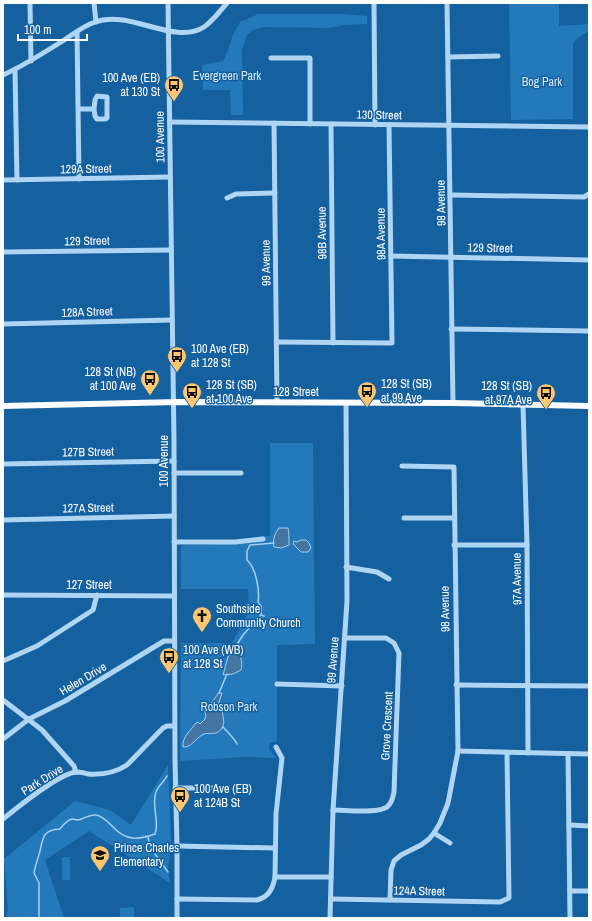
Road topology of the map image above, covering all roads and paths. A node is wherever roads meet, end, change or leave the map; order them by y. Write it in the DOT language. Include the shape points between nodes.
graph roads {
  1 [pos="30,3"];
  2 [pos="94,3"];
  3 [pos="168,3"];
  4 [pos="227,3"];
  5 [pos="374,3"];
  6 [pos="447,3"];
  7 [pos="96,22"];
  8 [pos="77,32"];
  9 [pos="169,32"];
  10 [pos="498,56"];
  11 [pos="448,57"];
  12 [pos="271,58"];
  13 [pos="31,61"];
  14 [pos="15,70"];
  15 [pos="3,75"];
  16 [pos="79,109"];
  17 [pos="94,109"];
  18 [pos="170,122"];
  19 [pos="274,123"];
  20 [pos="310,124"];
  21 [pos="331,124"];
  22 [pos="375,124"];
  23 [pos="389,125"];
  24 [pos="449,126"];
  25 [pos="589,127"];
  26 [pos="170,177"];
  27 [pos="79,179"];
  28 [pos="3,180"];
  29 [pos="17,180"];
  30 [pos="275,193"];
  31 [pos="589,194"];
  32 [pos="450,195"];
  33 [pos="227,198"];
  34 [pos="171,250"];
  35 [pos="3,252"];
  36 [pos="391,256"];
  37 [pos="451,257"];
  38 [pos="589,260"];
  39 [pos="172,320"];
  40 [pos="3,324"];
  41 [pos="452,329"];
  42 [pos="589,331"];
  43 [pos="277,342"];
  44 [pos="333,343"];
  45 [pos="173,402"];
  46 [pos="278,403"];
  47 [pos="346,403"];
  48 [pos="453,403"];
  49 [pos="523,405"];
  50 [pos="3,406"];
  51 [pos="589,406"];
  52 [pos="174,461"];
  53 [pos="3,464"];
  54 [pos="402,466"];
  55 [pos="174,473"];
  56 [pos="241,473"];
  57 [pos="174,516"];
  58 [pos="404,518"];
  59 [pos="454,518"];
  60 [pos="3,520"];
  61 [pos="264,539"];
  62 [pos="174,542"];
  63 [pos="454,545"];
  64 [pos="527,545"];
  65 [pos="346,567"];
  66 [pos="389,579"];
  67 [pos="3,595"];
  68 [pos="96,595"];
  69 [pos="174,596"];
  70 [pos="345,638"];
  71 [pos="174,641"];
  72 [pos="3,661"];
  73 [pos="277,684"];
  74 [pos="456,684"];
  75 [pos="528,685"];
  76 [pos="342,686"];
  77 [pos="589,686"];
  78 [pos="3,700"];
  79 [pos="29,718"];
  80 [pos="174,726"];
  81 [pos="3,739"];
  82 [pos="276,747"];
  83 [pos="458,752"];
  84 [pos="507,753"];
  85 [pos="528,753"];
  86 [pos="568,754"];
  87 [pos="589,754"];
  88 [pos="76,772"];
  89 [pos="176,788"];
  90 [pos="217,788"];
  91 [pos="333,810"];
  92 [pos="3,819"];
  93 [pos="569,825"];
  94 [pos="589,826"];
  95 [pos="434,833"];
  96 [pos="450,843"];
  97 [pos="177,846"];
  98 [pos="274,848"];
  99 [pos="275,876"];
  100 [pos="331,877"];
  101 [pos="570,891"];
  102 [pos="589,891"];
  103 [pos="177,899"];
  104 [pos="331,899"];
  105 [pos="390,900"];
  106 [pos="177,918"];
  107 [pos="330,918"];
  108 [pos="570,918"];
  1 -- 13 [label="street"];
  2 -- 7 [label="street"];
  3 -- 9 [label="street, 100 Avenue"];
  4 -- 9 [label="street" via="209,24 198,30"];
  5 -- 22 [label="street"];
  6 -- 11 [label="street, 98 Avenue"];
  7 -- 8 [label="street"];
  7 -- 9 [label="street" via="121,19"];
  8 -- 13 [label="street"];
  8 -- 16 [label="street"];
  9 -- 18 [label="street, 100 Avenue"];
  10 -- 11 [label="street"];
  11 -- 24 [label="street, 98 Avenue"];
  12 -- 20 [label="street" via="310,58"];
  13 -- 14 [label="street"];
  14 -- 15 [label="street"];
  14 -- 29 [label="street"];
  16 -- 17 [label="street"];
  16 -- 27 [label="street"];
  17 -- 17 [label="street" via="96,96 106,98 107,118 97,119"];
  18 -- 19 [label="street, 130 Street"];
  18 -- 26 [label="street, 100 Avenue"];
  19 -- 20 [label="street, 130 Street"];
  19 -- 30 [label="street, 99 Avenue"];
  20 -- 21 [label="street, 130 Street"];
  21 -- 22 [label="street, 130 Street"];
  21 -- 44 [label="street, 98B Avenue"];
  22 -- 23 [label="street, 130 Street"];
  23 -- 24 [label="street, 130 Street"];
  23 -- 36 [label="street, 98A Avenue"];
  24 -- 25 [label="street, 130 Street"];
  24 -- 32 [label="street, 98 Avenue"];
  26 -- 27 [label="street, 129A Street"];
  26 -- 34 [label="street, 100 Avenue"];
  27 -- 29 [label="street, 129A Street"];
  28 -- 29 [label="street, 129A Street"];
  30 -- 33 [label="street" via="236,194"];
  30 -- 43 [label="street, 99 Avenue"];
  31 -- 32 [label="street" via="584,197"];
  32 -- 37 [label="street, 98 Avenue"];
  34 -- 35 [label="street, 129 Street"];
  34 -- 39 [label="street, 100 Avenue"];
  36 -- 37 [label="street, 129 Street"];
  36 -- 44 [label="street, 98A Avenue" via="392,343"];
  37 -- 38 [label="street, 129 Street"];
  37 -- 41 [label="street, 98 Avenue"];
  39 -- 40 [label="street, 128A Street"];
  39 -- 45 [label="street, 100 Avenue"];
  41 -- 42 [label="street"];
  41 -- 48 [label="street, 98 Avenue"];
  43 -- 44 [label="street"];
  43 -- 46 [label="street, 99 Avenue"];
  45 -- 46 [label="main road, 128 Street"];
  45 -- 50 [label="main road, 128 Street"];
  45 -- 52 [label="street, 100 Avenue"];
  46 -- 47 [label="main road, 128 Street"];
  47 -- 48 [label="main road, 128 Street"];
  47 -- 65 [label="street, 99 Avenue"];
  48 -- 49 [label="main road, 128 Street"];
  49 -- 51 [label="main road, 128 Street"];
  49 -- 64 [label="street, 97A Avenue"];
  52 -- 53 [label="street, 127B Street"];
  52 -- 55 [label="street, 100 Avenue"];
  54 -- 59 [label="street, 98 Avenue" via="454,467"];
  55 -- 56 [label="street"];
  55 -- 57 [label="street, 100 Avenue"];
  57 -- 60 [label="street, 127A Street"];
  57 -- 62 [label="street, 100 Avenue"];
  58 -- 59 [label="street"];
  59 -- 63 [label="street, 98 Avenue"];
  61 -- 62 [label="street" via="235,542"];
  62 -- 69 [label="street, 100 Avenue"];
  63 -- 64 [label="street"];
  63 -- 74 [label="street, 98 Avenue"];
  64 -- 75 [label="street, 97A Avenue"];
  65 -- 66 [label="street" via="378,572"];
  65 -- 70 [label="street, 99 Avenue"];
  67 -- 68 [label="street, 127 Street"];
  68 -- 69 [label="street, 127 Street"];
  68 -- 72 [label="street" via="93,610 37,646"];
  69 -- 71 [label="street, 100 Avenue"];
  70 -- 76 [label="street, 99 Avenue"];
  70 -- 91 [label="street, Grove Crescent" via="386,638 394,643 399,653 394,792 390,804 384,808"];
  71 -- 79 [label="street, Helen Drive" via="164,641 66,701"];
  71 -- 80 [label="street, 100 Avenue"];
  73 -- 76 [label="street"];
  74 -- 75 [label="street"];
  74 -- 83 [label="street, 98 Avenue"];
  75 -- 77 [label="street"];
  75 -- 85 [label="street, 97A Avenue"];
  76 -- 91 [label="street, 99 Avenue"];
  78 -- 79 [label="street"];
  79 -- 81 [label="street, Helen Drive"];
  79 -- 88 [label="street" via="48,736 74,766"];
  80 -- 88 [label="street, Park Drive" via="163,728 121,769 102,774"];
  80 -- 89 [label="street, 100 Avenue"];
  82 -- 98 [label="street" via="282,758"];
  83 -- 84 [label="street"];
  83 -- 95 [label="street, 98 Avenue" via="448,803"];
  84 -- 85 [label="street"];
  84 -- 105 [label="street, 124A Street" via="509,898 500,902"];
  85 -- 86 [label="street"];
  86 -- 87 [label="street"];
  86 -- 93 [label="street"];
  88 -- 92 [label="street, Park Drive" via="56,781"];
  89 -- 90 [label="street"];
  89 -- 97 [label="street, 100 Avenue"];
  91 -- 100 [label="street, 99 Avenue"];
  93 -- 94 [label="street"];
  93 -- 101 [label="street"];
  95 -- 96 [label="street"];
  95 -- 105 [label="street" via="421,845 394,861 391,870"];
  97 -- 98 [label="street"];
  97 -- 103 [label="street, 100 Avenue"];
  98 -- 99 [label="street"];
  99 -- 100 [label="street"];
  99 -- 103 [label="street" via="271,891 260,899"];
  100 -- 104 [label="street, 99 Avenue"];
  101 -- 102 [label="street"];
  101 -- 108 [label="street"];
  103 -- 106 [label="street, 100 Avenue"];
  104 -- 105 [label="street, 124A Street"];
  104 -- 107 [label="street, 99 Avenue"];
}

════════════════

EXERCISE DETAILS. Search the listing above for lines containing "Drive", and copy them.

EXERCISE RESULT.
  71 -- 79 [label="street, Helen Drive" via="164,641 66,701"];
  79 -- 81 [label="street, Helen Drive"];
  80 -- 88 [label="street, Park Drive" via="163,728 121,769 102,774"];
  88 -- 92 [label="street, Park Drive" via="56,781"];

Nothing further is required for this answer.